GOP's Pro-Family Tax Reform Might Have a Catch
Since 1981, every major tax cut in the U.S. has included tax relief targeted at parents. The 1997 budget deal coupled a capital-gains tax cut with the creation of a tax credit for children. President George W. Bush expanded that credit as part of his 2001 tax cuts, and accelerated the phase-in of the expansion in his 2003 tax cuts.
The policy rationale for such relief is that parents are overtaxed: They pay too large a share of the burden of modern government, which depends on their financial sacrifices in raising children, but does not adequately account for the contribution they make. (See here for more.) The political rationale is simpler: Pro-family tax relief is popular, in part because it directly benefits a lot more middle-class people than other tax-cut ideas.
As Republicans work on tax reform, this political logic is making them consider another expansion of the child credit. Their other proposals, like reductions in corporate-tax rates, don’t have nearly the same political appeal. And an expanded child credit would make good on some of President Donald Trump’s campaign rhetoric about helping parents.
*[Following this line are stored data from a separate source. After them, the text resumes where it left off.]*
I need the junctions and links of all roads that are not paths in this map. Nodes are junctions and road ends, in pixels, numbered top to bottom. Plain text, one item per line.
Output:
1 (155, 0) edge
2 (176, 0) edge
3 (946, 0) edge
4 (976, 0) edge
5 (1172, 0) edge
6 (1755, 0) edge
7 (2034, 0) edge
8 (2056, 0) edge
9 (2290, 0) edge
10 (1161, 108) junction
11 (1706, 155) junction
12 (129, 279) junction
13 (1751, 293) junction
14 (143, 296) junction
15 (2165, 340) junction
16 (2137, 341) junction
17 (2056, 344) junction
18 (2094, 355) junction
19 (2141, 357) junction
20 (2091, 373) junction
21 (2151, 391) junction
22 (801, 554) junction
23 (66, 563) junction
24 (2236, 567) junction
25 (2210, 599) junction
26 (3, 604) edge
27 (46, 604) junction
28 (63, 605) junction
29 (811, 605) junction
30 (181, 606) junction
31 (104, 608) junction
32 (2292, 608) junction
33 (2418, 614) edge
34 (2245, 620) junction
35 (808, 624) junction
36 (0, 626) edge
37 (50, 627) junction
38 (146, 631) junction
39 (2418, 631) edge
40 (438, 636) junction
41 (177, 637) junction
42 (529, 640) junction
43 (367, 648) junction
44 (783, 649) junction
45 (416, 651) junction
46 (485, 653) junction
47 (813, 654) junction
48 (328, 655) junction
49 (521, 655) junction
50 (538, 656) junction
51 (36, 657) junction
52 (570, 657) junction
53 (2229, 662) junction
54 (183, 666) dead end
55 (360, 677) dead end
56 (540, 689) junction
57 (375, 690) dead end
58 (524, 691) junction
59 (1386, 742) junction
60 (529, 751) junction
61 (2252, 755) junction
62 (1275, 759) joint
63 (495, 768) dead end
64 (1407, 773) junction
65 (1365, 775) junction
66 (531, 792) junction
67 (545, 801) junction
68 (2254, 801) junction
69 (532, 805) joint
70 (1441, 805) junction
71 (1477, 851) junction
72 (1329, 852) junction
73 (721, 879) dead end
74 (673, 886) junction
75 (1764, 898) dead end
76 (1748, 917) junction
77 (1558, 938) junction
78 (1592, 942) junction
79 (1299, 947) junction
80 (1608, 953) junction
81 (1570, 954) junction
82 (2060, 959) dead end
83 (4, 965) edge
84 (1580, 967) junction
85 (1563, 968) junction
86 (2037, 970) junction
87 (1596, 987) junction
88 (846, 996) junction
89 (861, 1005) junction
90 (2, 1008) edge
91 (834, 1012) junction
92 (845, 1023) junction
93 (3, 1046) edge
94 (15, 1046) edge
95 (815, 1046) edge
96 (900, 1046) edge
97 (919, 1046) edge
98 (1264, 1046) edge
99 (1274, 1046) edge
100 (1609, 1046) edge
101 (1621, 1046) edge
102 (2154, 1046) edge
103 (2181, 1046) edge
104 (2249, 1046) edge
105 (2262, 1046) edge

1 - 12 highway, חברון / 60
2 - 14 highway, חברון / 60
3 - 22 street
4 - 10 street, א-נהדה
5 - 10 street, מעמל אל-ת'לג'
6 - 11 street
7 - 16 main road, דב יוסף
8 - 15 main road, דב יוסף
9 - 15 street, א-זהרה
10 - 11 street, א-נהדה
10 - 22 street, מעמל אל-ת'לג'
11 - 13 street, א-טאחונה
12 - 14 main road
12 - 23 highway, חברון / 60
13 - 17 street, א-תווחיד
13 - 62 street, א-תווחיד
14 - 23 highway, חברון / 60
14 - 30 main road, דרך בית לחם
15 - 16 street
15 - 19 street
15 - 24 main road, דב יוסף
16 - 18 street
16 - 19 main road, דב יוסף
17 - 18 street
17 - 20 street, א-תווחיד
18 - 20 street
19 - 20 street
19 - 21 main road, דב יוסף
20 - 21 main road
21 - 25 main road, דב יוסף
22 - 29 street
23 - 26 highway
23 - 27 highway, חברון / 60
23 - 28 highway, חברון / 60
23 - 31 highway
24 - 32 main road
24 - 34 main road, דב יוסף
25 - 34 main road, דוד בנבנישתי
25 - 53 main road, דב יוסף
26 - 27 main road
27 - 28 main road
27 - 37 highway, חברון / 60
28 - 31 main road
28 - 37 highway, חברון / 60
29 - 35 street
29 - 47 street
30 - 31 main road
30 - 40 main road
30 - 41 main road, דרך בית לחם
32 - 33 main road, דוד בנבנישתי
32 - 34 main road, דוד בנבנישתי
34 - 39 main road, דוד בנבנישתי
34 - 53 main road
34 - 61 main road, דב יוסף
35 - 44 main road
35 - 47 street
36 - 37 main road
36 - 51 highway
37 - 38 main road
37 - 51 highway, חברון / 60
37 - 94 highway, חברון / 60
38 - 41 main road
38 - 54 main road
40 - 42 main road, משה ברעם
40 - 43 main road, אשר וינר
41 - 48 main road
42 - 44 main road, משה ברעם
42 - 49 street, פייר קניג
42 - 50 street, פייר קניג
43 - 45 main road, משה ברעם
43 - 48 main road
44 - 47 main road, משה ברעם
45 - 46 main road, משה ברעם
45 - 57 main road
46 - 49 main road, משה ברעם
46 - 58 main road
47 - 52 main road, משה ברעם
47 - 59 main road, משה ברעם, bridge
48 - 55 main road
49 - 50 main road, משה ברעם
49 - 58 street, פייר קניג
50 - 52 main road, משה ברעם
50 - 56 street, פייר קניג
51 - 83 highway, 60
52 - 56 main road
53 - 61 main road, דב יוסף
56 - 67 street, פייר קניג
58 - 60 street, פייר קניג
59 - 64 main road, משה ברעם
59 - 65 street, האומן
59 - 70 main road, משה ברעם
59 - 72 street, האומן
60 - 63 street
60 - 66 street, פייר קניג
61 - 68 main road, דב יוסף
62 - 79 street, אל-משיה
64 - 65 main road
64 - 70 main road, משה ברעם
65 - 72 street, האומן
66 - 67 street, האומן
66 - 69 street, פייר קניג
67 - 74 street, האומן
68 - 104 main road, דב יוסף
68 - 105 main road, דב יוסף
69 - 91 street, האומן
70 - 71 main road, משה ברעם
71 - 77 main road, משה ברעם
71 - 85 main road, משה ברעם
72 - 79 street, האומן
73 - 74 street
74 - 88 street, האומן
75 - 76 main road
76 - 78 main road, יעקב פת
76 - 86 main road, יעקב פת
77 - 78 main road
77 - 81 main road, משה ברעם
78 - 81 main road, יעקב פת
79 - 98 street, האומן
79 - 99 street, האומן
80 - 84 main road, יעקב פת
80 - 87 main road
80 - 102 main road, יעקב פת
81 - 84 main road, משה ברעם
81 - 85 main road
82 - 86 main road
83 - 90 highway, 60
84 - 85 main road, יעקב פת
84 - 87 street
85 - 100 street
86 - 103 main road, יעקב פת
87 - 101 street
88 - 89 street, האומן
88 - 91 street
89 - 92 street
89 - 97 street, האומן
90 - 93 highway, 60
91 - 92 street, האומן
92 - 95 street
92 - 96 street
But Republican politicians aren’t nearly as enthusiastic about a larger child credit as they are about corporate-tax cuts, reductions in the top income-tax rate, and so forth. For many of them, the revenue loss from a larger child credit is money that could be used to make those other tax cuts bigger.
So they’re thinking about making up for the lost revenue from an expanded child credit by cutting other features of the tax code that benefit parents. One option would be to get rid of the dependent exemption and increase the child credit by $500.
That trade-off wouldn’t provide tax relief for parents. If you’re a married couple making between $19,000 and $76,000 a year, you’re in the 15 percent tax bracket. (Which puts you in the most populous tax bracket, home to 36 percent of all married couples.) The dependent exemption of $4,050 saves you $600 in taxes per child. Trading that for an extra $500 in the child credit would leave you behind.
Under this kind of proposal, middle-class parents would be just as overtaxed as they are today, and maybe a little more so. It’s hard to see how this shift would enhance tax reform’s popularity, either, since advocates of the bill would not be able to point to actual savings for these parents.
Pro-family tax reform is a good idea. Its advocates should be on the lookout, though, for a coming bait-and-switch.